Associations Indexing Service (AIS) was originally done as an extension of human memory for tagging (storing under personal keywords and associations) resources, URIs, bookmarks, and memos (for fast access to the information in future) by using the same keywords or queries, similar to popular search engines. It can be seen as a local search engine, used as an automatic indexer of big file hierarchies (e.g. personal archives or files repositories). It is based on Lucene, so the application will remain very fast with any size index.
LuSql is a command line Java application for the construction of a Lucene index from an arbitrary SQL query of a JDBC-accessible SQL database.

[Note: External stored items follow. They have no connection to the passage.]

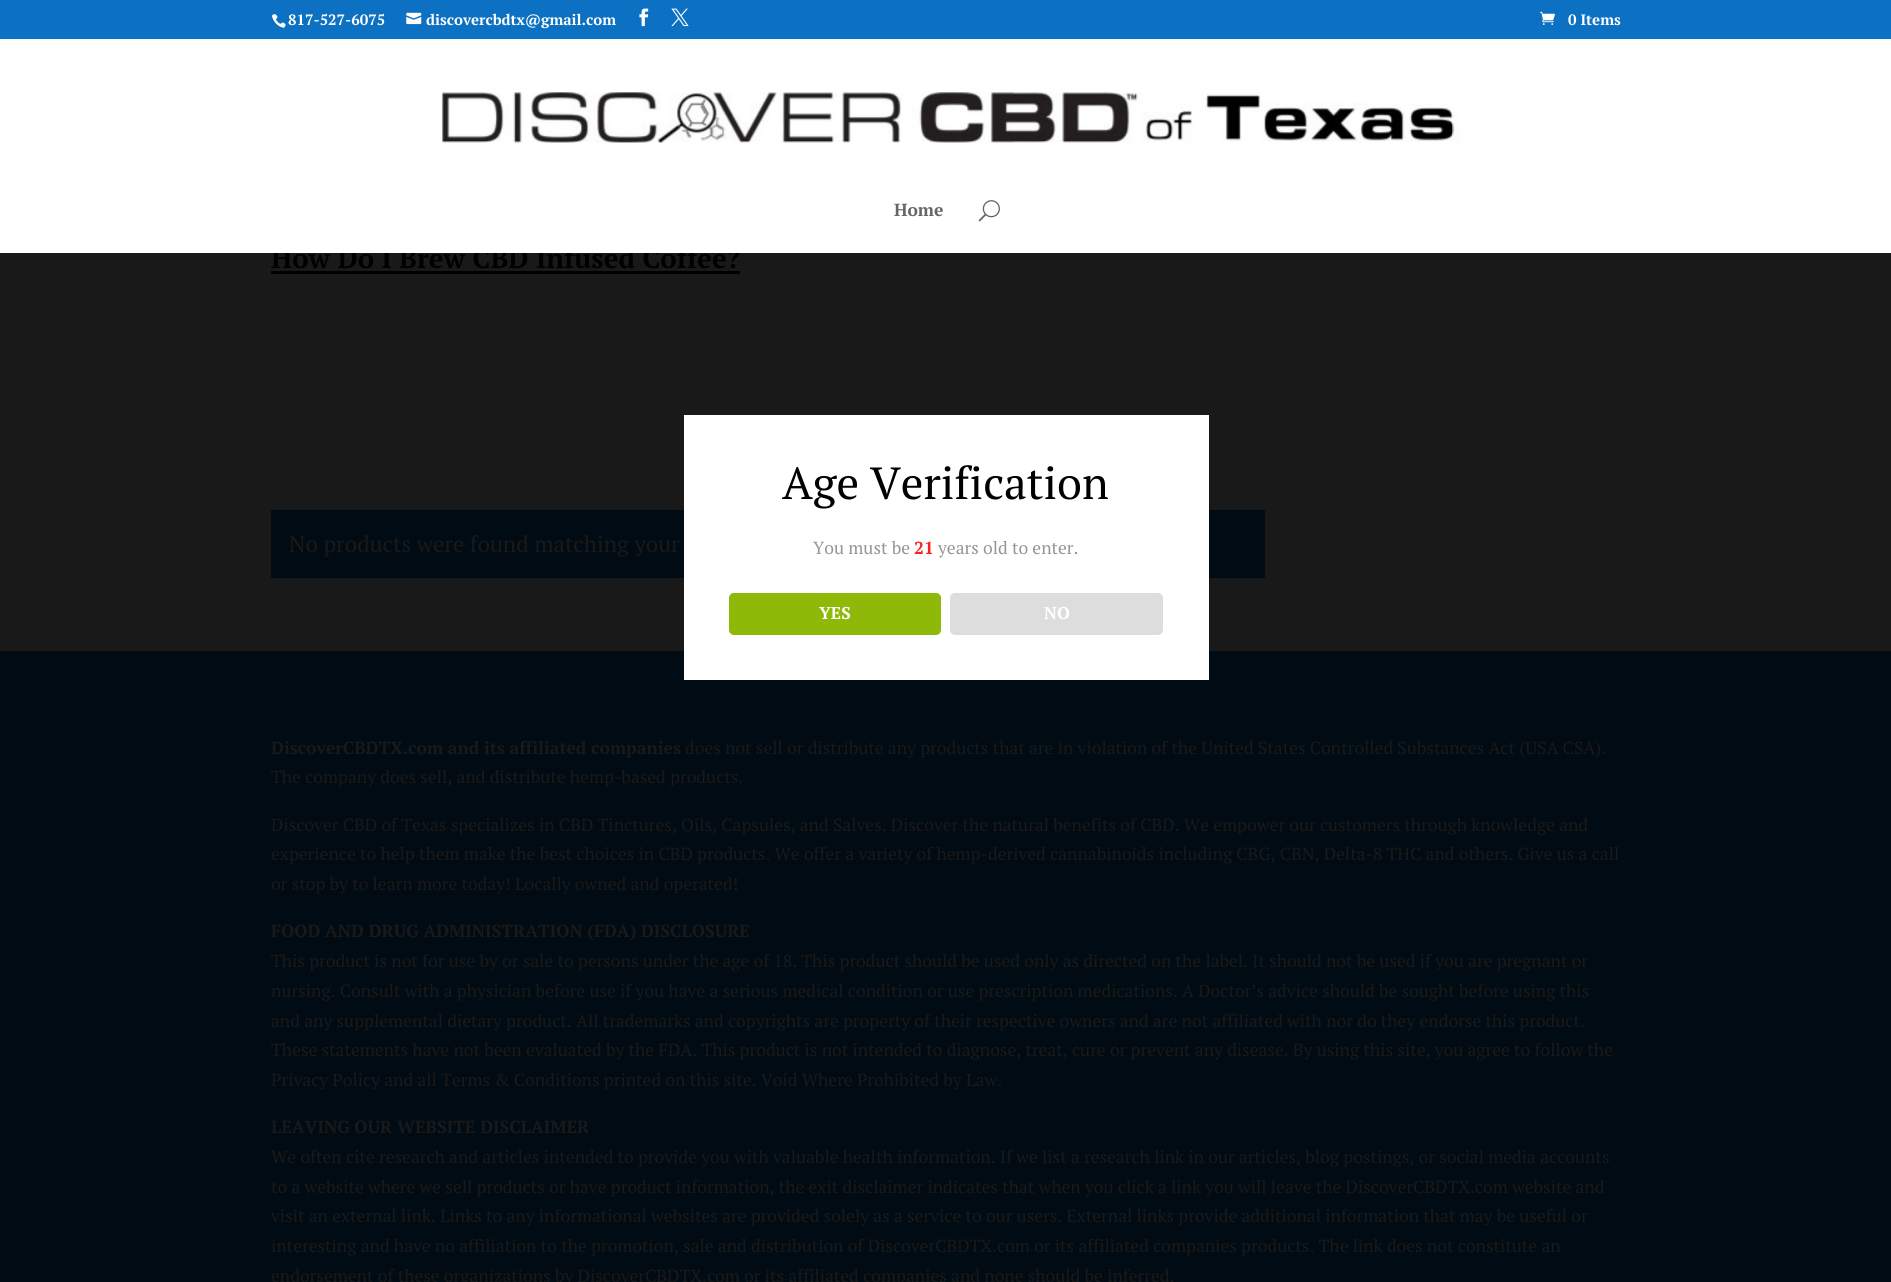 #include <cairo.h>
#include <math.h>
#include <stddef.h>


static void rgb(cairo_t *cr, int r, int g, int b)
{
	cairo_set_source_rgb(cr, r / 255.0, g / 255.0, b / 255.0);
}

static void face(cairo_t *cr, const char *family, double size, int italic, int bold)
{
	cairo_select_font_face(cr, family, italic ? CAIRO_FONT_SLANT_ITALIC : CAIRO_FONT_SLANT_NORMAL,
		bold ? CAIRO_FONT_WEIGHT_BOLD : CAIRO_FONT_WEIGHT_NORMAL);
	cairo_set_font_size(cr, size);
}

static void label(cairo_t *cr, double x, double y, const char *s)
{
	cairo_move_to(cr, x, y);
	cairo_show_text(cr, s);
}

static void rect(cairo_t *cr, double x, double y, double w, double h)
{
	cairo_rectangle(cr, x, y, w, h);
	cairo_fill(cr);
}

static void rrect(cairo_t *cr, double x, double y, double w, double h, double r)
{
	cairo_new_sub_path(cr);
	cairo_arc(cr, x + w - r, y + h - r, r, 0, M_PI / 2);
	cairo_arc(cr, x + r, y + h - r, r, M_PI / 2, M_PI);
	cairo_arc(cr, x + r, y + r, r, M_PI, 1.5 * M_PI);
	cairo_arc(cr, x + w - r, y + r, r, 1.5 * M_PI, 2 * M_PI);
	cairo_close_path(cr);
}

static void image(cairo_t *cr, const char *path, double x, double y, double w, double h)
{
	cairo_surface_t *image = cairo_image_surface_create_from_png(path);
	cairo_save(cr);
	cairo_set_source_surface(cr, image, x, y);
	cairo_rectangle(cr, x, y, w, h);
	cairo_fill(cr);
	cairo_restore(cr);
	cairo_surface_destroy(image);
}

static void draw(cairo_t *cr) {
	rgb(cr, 25, 25, 25);
	cairo_paint(cr);
	rgb(cr, 12, 113, 195);
	rect(cr, 0, 0, 1891, 39);
	image(cr, "image0.png", 271, 14, 15, 14);
	face(cr, "PT Serif", 15, 0, 1);
	rgb(cr, 255, 255, 255);
	label(cr, 288, 25, "817-527-6075");
	image(cr, "image1.png", 406, 12, 16, 13);
	label(cr, 426, 25, "discovercbdtx@gmail.com");
	image(cr, "image2.png", 639, 8, 10, 19);
	image(cr, "image3.png", 671, 8, 18, 19);
	image(cr, "image4.png", 1540, 11, 15, 14);
	label(cr, 1568, 25, "0 Items");
	face(cr, "PT Serif", 27.5, 0, 1);
	rgb(cr, 0, 0, 0);
	label(cr, 271, 268, "How Do I Brew CBD Infused Coffee?");
	rgb(cr, 255, 255, 255);
	rect(cr, 0, 39, 1891, 214);
	image(cr, "image5.png", 441, 92, 1020, 51);
	face(cr, "PT Serif", 17.5, 0, 1);
	rgb(cr, 102, 102, 102);
	label(cr, 894, 216, "Home");
	image(cr, "image6.png", 978, 200, 22, 22);
	rgb(cr, 0, 0, 0);
	rect(cr, 271, 271, 469, 3);
	rgb(cr, 1, 11, 19);
	rect(cr, 271, 510, 994, 68);
	face(cr, "PT Serif", 22.5, 0, 0);
	rgb(cr, 25, 25, 25);
	label(cr, 289, 552, "No products were found matching your");
	rgb(cr, 1, 11, 19);
	rect(cr, 0, 651, 1891, 631);
	face(cr, "PT Serif", 17.5, 0, 1);
	rgb(cr, 25, 25, 25);
	label(cr, 271, 754, "DiscoverCBDTX.com and its affiliated companies");
	face(cr, "PT Serif", 17.5, 0, 0);
	label(cr, 685, 754, "does not sell or distribute any products that are in violation of the United States Controlled Substances Act (USA CSA).");
	label(cr, 271, 783, "The company does sell, and distribute hemp-based products.");
	label(cr, 271, 831, "Discover CBD of Texas specializes in CBD Tinctures, Oils, Capsules, and Salves. Discover the natural benefits of CBD. We empower our customers through knowledge and");
	label(cr, 271, 860, "experience to help them make the best choices in CBD products. We offer a variety of hemp-derived cannabinoids including CBG, CBN, Delta-8 THC and others. Give us a call");
	label(cr, 271, 890, "or stop by to learn more today! Locally owned and operated!");
	face(cr, "PT Serif", 17.5, 0, 1);
	label(cr, 271, 937, "FOOD AND DRUG ADMINISTRATION (FDA) DISCLOSURE");
	face(cr, "PT Serif", 17.5, 0, 0);
	label(cr, 271, 967, "This product is not for use by or sale to persons under the age of 18. This product should be used only as directed on the label. It should not be used if you are pregnant or");
	label(cr, 271, 997, "nursing. Consult with a physician before use if you have a serious medical condition or use prescription medications. A Doctor’s advice should be sought before using this");
	label(cr, 271, 1027, "and any supplemental dietary product. All trademarks and copyrights are property of their respective owners and are not affiliated with nor do they endorse this product.");
	label(cr, 271, 1056, "These statements have not been evaluated by the FDA. This product is not intended to diagnose, treat, cure or prevent any disease. By using this site, you agree to follow the");
	label(cr, 271, 1086, "Privacy Policy and all Terms & Conditions printed on this site. Void Where Prohibited by Law.");
	face(cr, "PT Serif", 17.5, 0, 1);
	label(cr, 271, 1133, "LEAVING OUR WEBSITE DISCLAIMER");
	face(cr, "PT Serif", 17.5, 0, 0);
	label(cr, 271, 1163, "We often cite research and articles intended to provide you with valuable health information. If we list a research link in our articles, blog postings, or social media accounts");
	label(cr, 271, 1193, "to a website where we sell products or have product information, the exit disclaimer indicates that when you click a link you will leave the DiscoverCBDTX.com website and");
	label(cr, 271, 1222, "visit an external link. Links to any informational websites are provided solely as a service to our users. External links provide additional information that may be useful or");
	label(cr, 271, 1252, "interesting and have no affiliation to the promotion, sale and distribution of DiscoverCBDTX.com or its affiliated companies products. The link does not constitute an");
	label(cr, 271, 1282, "endorsement of these organizations by DiscoverCBDTX.com or its affiliated companies and none should be inferred.");
	rgb(cr, 255, 255, 255);
	rect(cr, 684, 415, 525, 265);
	face(cr, "PT Serif", 45, 0, 0);
	rgb(cr, 0, 0, 0);
	label(cr, 782, 499, "Age Verification");
	face(cr, "PT Serif", 17.5, 0, 0);
	rgb(cr, 149, 149, 149);
	label(cr, 813, 554, "You must be");
	face(cr, "PT Serif", 17.5, 0, 1);
	rgb(cr, 255, 31, 31);
	label(cr, 914, 554, "21");
	face(cr, "PT Serif", 17.5, 0, 0);
	rgb(cr, 149, 149, 149);
	label(cr, 938, 554, "years old to enter.");
	rgb(cr, 142, 185, 8);
	rrect(cr, 729, 593, 212, 42, 5);
	cairo_fill(cr);
	face(cr, "PT Serif", 17, 0, 1);
	rgb(cr, 255, 255, 255);
	label(cr, 819, 619, "YES");
	rgb(cr, 221, 221, 221);
	rrect(cr, 950, 593, 213, 42, 5);
	cairo_fill(cr);
	rgb(cr, 255, 255, 255);
	label(cr, 1044, 619, "NO");
}

int main(void) {
	cairo_surface_t *surface = cairo_image_surface_create(CAIRO_FORMAT_RGB24, 1891, 1282);
	cairo_t *cr = cairo_create(surface);
	cairo_font_options_t *options = cairo_font_options_create();
	cairo_font_options_set_hint_metrics(options, CAIRO_HINT_METRICS_OFF);
	cairo_font_options_set_hint_style(options, CAIRO_HINT_STYLE_NONE);
	cairo_set_font_options(cr, options);
	cairo_set_miter_limit(cr, 4);
	draw(cr);
	cairo_surface_write_to_png(surface, "render.png");
	cairo_font_options_destroy(options);
	cairo_destroy(cr);
	cairo_surface_destroy(surface);
	return 0;
}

It allows a user to control a number of parameters, including the SQL query to use, individual indexing/storage/term-vector nature of fields, analyzer, stop word list, and other tuning parameters. In its default mode, it uses threading to take advantage of multiple cores. LuSql can handle complex queries, allows for additional per record sub-queries, and has a plug-in architecture for arbitrary Lucene document manipulation.
Isobel is a framework to build complex information retrieval and analysis systems. Isobel can be functionally divided in two subsytems, Isobel Gatherer (the crawling and filtering subsystem) and Isobel Analyzer (the analysis subsystem). The two subsytems can also be used separately. Isobel Gatherer offers ready-to-use services like content fetching, scheduling, document format conversion, Hyperlink graph storage and analysis, content storage and indexing. A programmer may easily add new services. Isobel Analyzer uses the IBM UIMA architecture to reuse the analysis components developed for this architecture.
TiTLi is a Google-like search tool for relational databases . It builds on top of Apache Lucene to provide an API and a GWT-based UI for searching multiple databases from various vendors simultaneously. It is very fast due to indexing, and the database is queried only when a record is chosen.